ASSIGNED TASK: Repeat every line of the data exactly; no picture belongs in the copy.

-=-=-

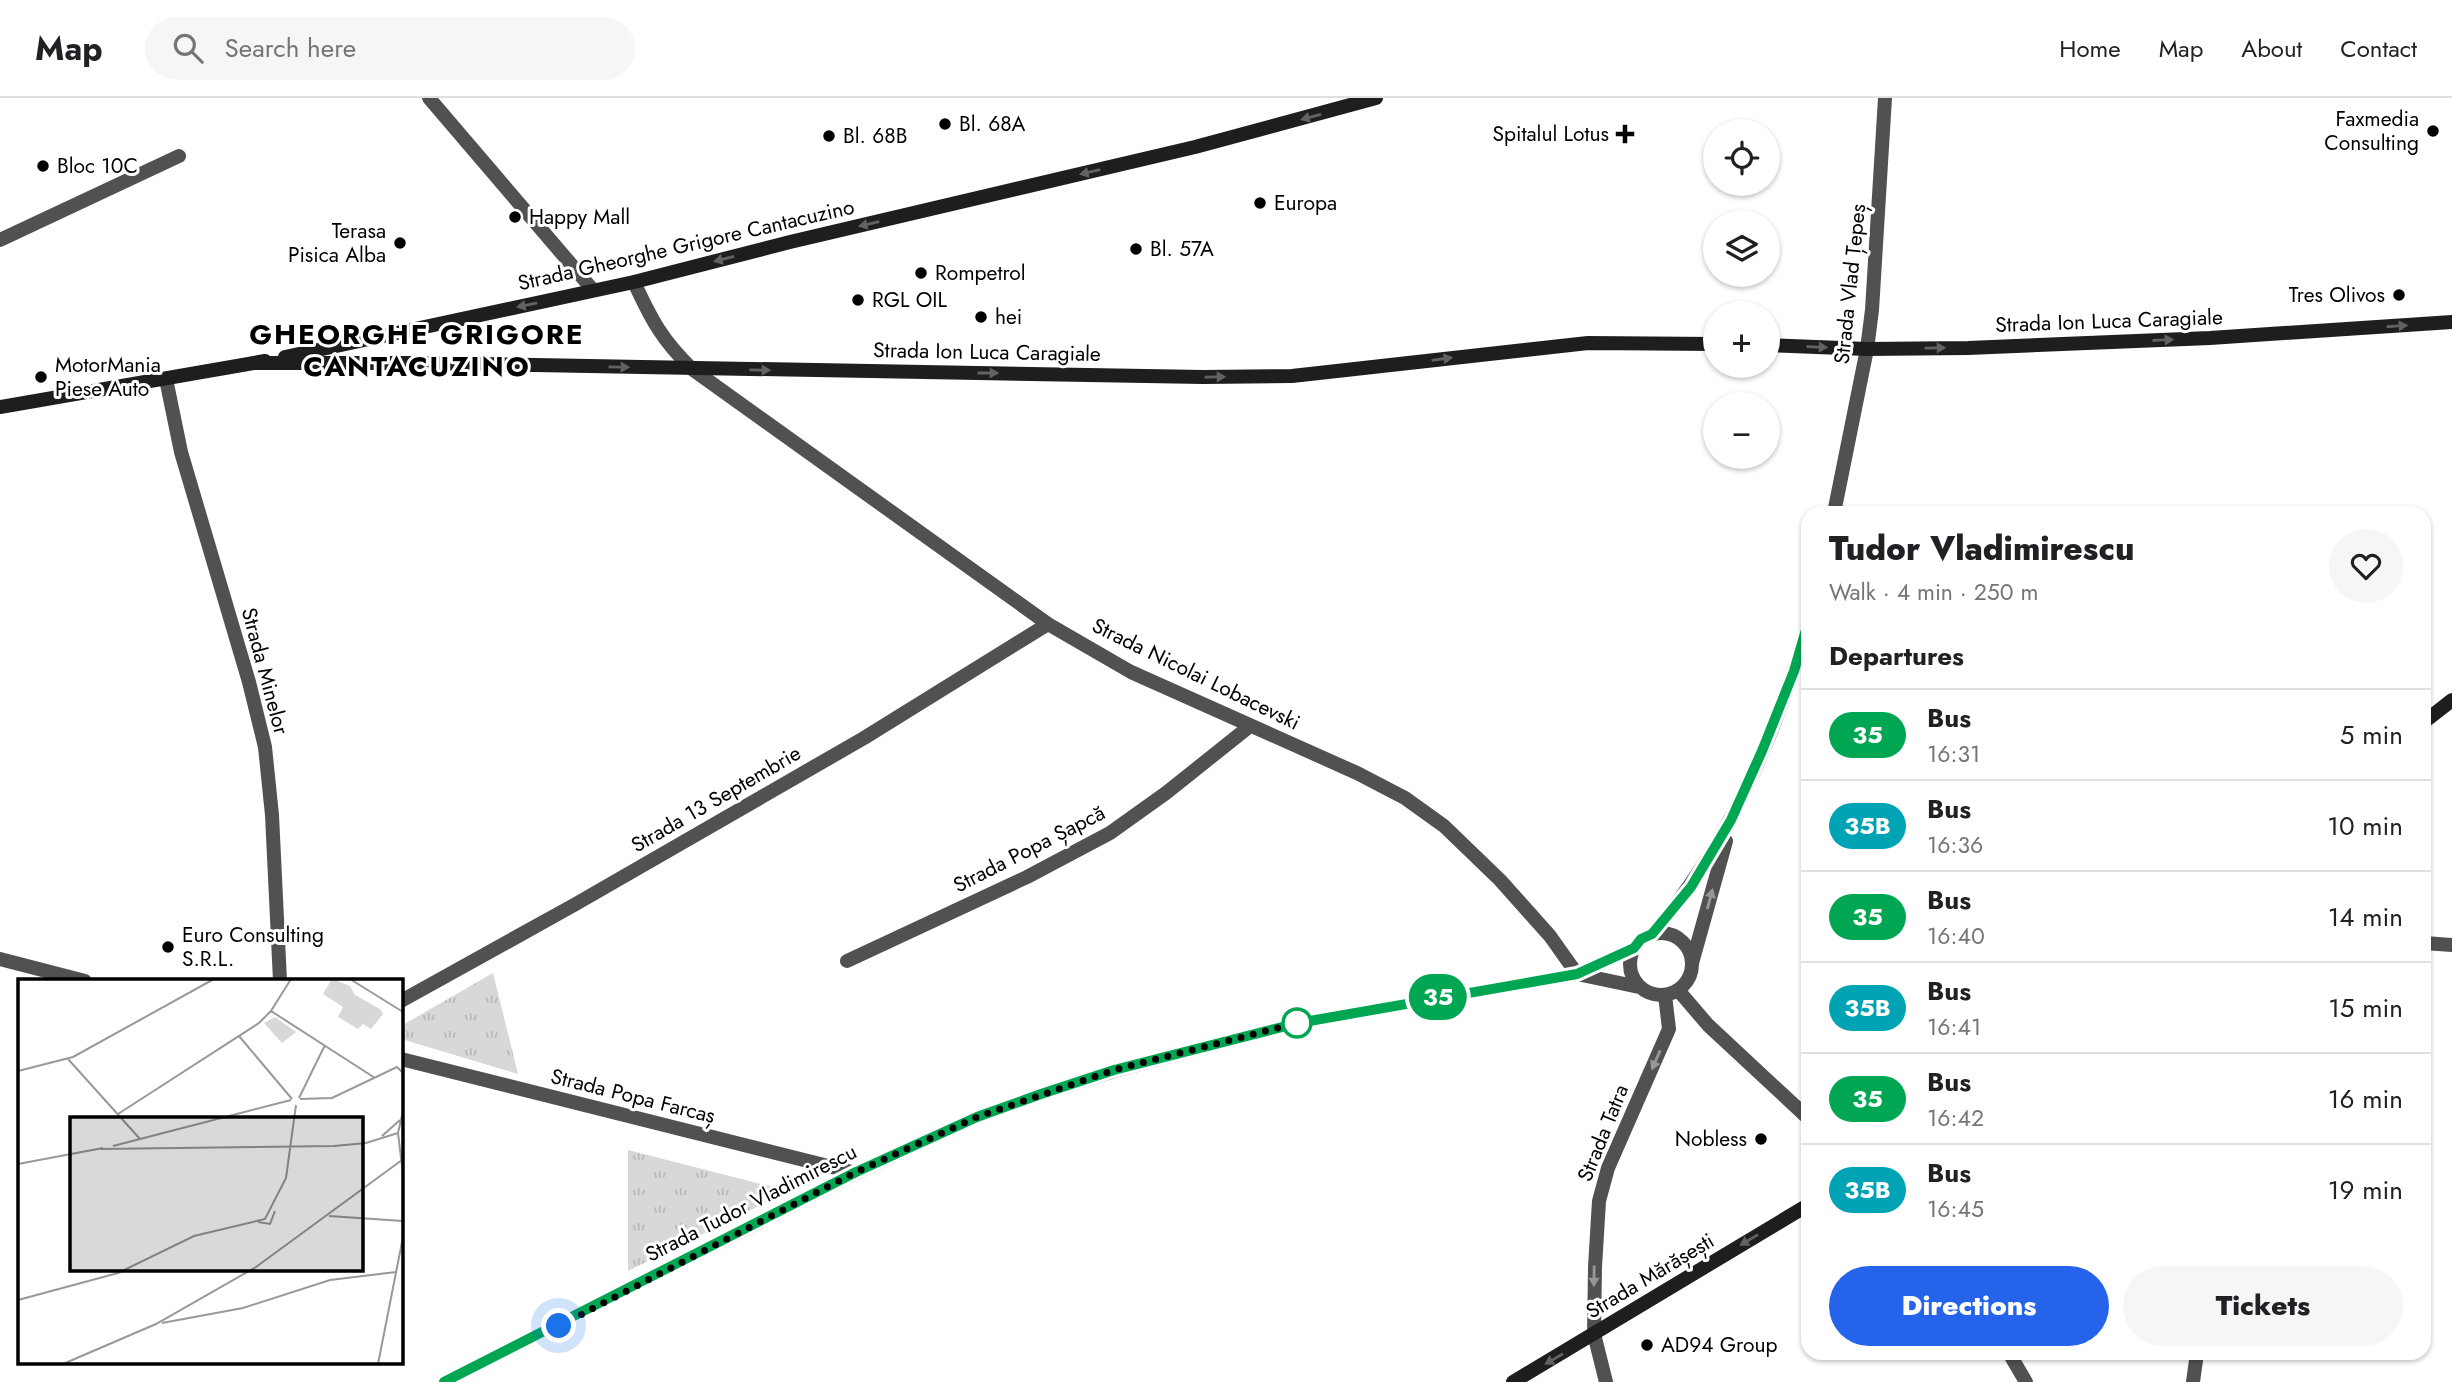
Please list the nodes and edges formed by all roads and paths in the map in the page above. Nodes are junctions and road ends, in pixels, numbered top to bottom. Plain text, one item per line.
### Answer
1 (429, 98) edge
2 (1376, 98) edge
3 (1885, 98) edge
4 (179, 156) dead end
5 (0, 240) edge
6 (634, 282) junction
7 (593, 290) junction
8 (2452, 321) edge
9 (1703, 344) edge
10 (1780, 345) edge
11 (1867, 349) junction
12 (257, 363) junction
13 (692, 369) junction
14 (166, 379) junction
15 (0, 407) edge
16 (1835, 506) edge
17 (1048, 624) junction
18 (1801, 648) edge
19 (2452, 700) edge
20 (2431, 716) edge
21 (1250, 726) junction
22 (1731, 820) junction
23 (1652, 934) junction
24 (2431, 944) edge
25 (2452, 945) edge
26 (1634, 948) junction
27 (0, 959) edge
28 (847, 961) dead end
29 (1692, 965) junction
30 (1577, 974) junction
31 (77, 979) edge
32 (280, 979) edge
33 (1639, 987) junction
34 (1672, 993) junction
35 (402, 1000) edge
36 (402, 1059) edge
37 (1801, 1111) edge
38 (856, 1172) junction
39 (1801, 1209) edge
40 (1594, 1334) junction
41 (2013, 1360) edge
42 (2196, 1360) edge
43 (444, 1382) edge
44 (1513, 1382) edge
45 (1606, 1382) edge
46 (2026, 1382) edge
47 (2193, 1382) edge

1 - 7 street
2 -> 6 main road, Strada Gheorghe Grigore Cantacuzino
3 - 11 street, Strada Vlad Țepeș
4 - 5 street
6 - 7 main road, Strada Gheorghe Grigore Cantacuzino
6 - 13 street, Strada Nicolai Lobacevski
7 -> 12 main road, Strada Gheorghe Grigore Cantacuzino
11 -> 8 main road, Strada Ion Luca Caragiale
13 -> 9 main road, Strada Ion Luca Caragiale
10 -> 11 main road, Strada Ion Luca Caragiale
11 - 16 street, Strada Vlad Țepeș
12 -> 13 main road, Strada Ion Luca Caragiale
12 - 14 main road, Strada Gheorghe Grigore Cantacuzino
13 - 17 street, Strada Nicolai Lobacevski
14 - 15 main road, Strada Gheorghe Grigore Cantacuzino
14 - 32 street, Strada Minelor
17 - 21 street, Strada Nicolai Lobacevski
17 - 35 street, Strada 13 Septembrie
18 - 22 street
19 - 20 main road
21 - 28 street, Strada Popa Șapcă
21 - 30 street, Strada Nicolai Lobacevski
22 - 23 street
29 -> 22 street
23 - 26 street
23 - 29 street
24 - 25 street
26 - 30 street, Strada Tudor Vladimirescu
26 - 33 street
27 - 31 street
29 - 34 street
30 - 33 street, Strada Tudor Vladimirescu
30 - 38 street, Strada Tudor Vladimirescu
33 - 34 street
34 - 37 street
34 -> 40 street, Strada Tatra
36 - 38 street, Strada Popa Farcaș
38 - 43 street, Strada Tudor Vladimirescu
39 -> 40 main road, Strada Mărășești
40 -> 44 main road, Strada Mărășești
40 - 45 street, Strada Tatra
41 - 46 street
42 - 47 street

-=-=-

RESPONSE TO THIS EXERCISE:
Please list the nodes and edges formed by all roads and paths in the map in the page above. Nodes are junctions and road ends, in pixels, numbered top to bottom. Plain text, one item per line.
### Answer
1 (429, 98) edge
2 (1376, 98) edge
3 (1885, 98) edge
4 (179, 156) dead end
5 (0, 240) edge
6 (634, 282) junction
7 (593, 290) junction
8 (2452, 321) edge
9 (1703, 344) edge
10 (1780, 345) edge
11 (1867, 349) junction
12 (257, 363) junction
13 (692, 369) junction
14 (166, 379) junction
15 (0, 407) edge
16 (1835, 506) edge
17 (1048, 624) junction
18 (1801, 648) edge
19 (2452, 700) edge
20 (2431, 716) edge
21 (1250, 726) junction
22 (1731, 820) junction
23 (1652, 934) junction
24 (2431, 944) edge
25 (2452, 945) edge
26 (1634, 948) junction
27 (0, 959) edge
28 (847, 961) dead end
29 (1692, 965) junction
30 (1577, 974) junction
31 (77, 979) edge
32 (280, 979) edge
33 (1639, 987) junction
34 (1672, 993) junction
35 (402, 1000) edge
36 (402, 1059) edge
37 (1801, 1111) edge
38 (856, 1172) junction
39 (1801, 1209) edge
40 (1594, 1334) junction
41 (2013, 1360) edge
42 (2196, 1360) edge
43 (444, 1382) edge
44 (1513, 1382) edge
45 (1606, 1382) edge
46 (2026, 1382) edge
47 (2193, 1382) edge

1 - 7 street
2 -> 6 main road, Strada Gheorghe Grigore Cantacuzino
3 - 11 street, Strada Vlad Țepeș
4 - 5 street
6 - 7 main road, Strada Gheorghe Grigore Cantacuzino
6 - 13 street, Strada Nicolai Lobacevski
7 -> 12 main road, Strada Gheorghe Grigore Cantacuzino
11 -> 8 main road, Strada Ion Luca Caragiale
13 -> 9 main road, Strada Ion Luca Caragiale
10 -> 11 main road, Strada Ion Luca Caragiale
11 - 16 street, Strada Vlad Țepeș
12 -> 13 main road, Strada Ion Luca Caragiale
12 - 14 main road, Strada Gheorghe Grigore Cantacuzino
13 - 17 street, Strada Nicolai Lobacevski
14 - 15 main road, Strada Gheorghe Grigore Cantacuzino
14 - 32 street, Strada Minelor
17 - 21 street, Strada Nicolai Lobacevski
17 - 35 street, Strada 13 Septembrie
18 - 22 street
19 - 20 main road
21 - 28 street, Strada Popa Șapcă
21 - 30 street, Strada Nicolai Lobacevski
22 - 23 street
29 -> 22 street
23 - 26 street
23 - 29 street
24 - 25 street
26 - 30 street, Strada Tudor Vladimirescu
26 - 33 street
27 - 31 street
29 - 34 street
30 - 33 street, Strada Tudor Vladimirescu
30 - 38 street, Strada Tudor Vladimirescu
33 - 34 street
34 - 37 street
34 -> 40 street, Strada Tatra
36 - 38 street, Strada Popa Farcaș
38 - 43 street, Strada Tudor Vladimirescu
39 -> 40 main road, Strada Mărășești
40 -> 44 main road, Strada Mărășești
40 - 45 street, Strada Tatra
41 - 46 street
42 - 47 street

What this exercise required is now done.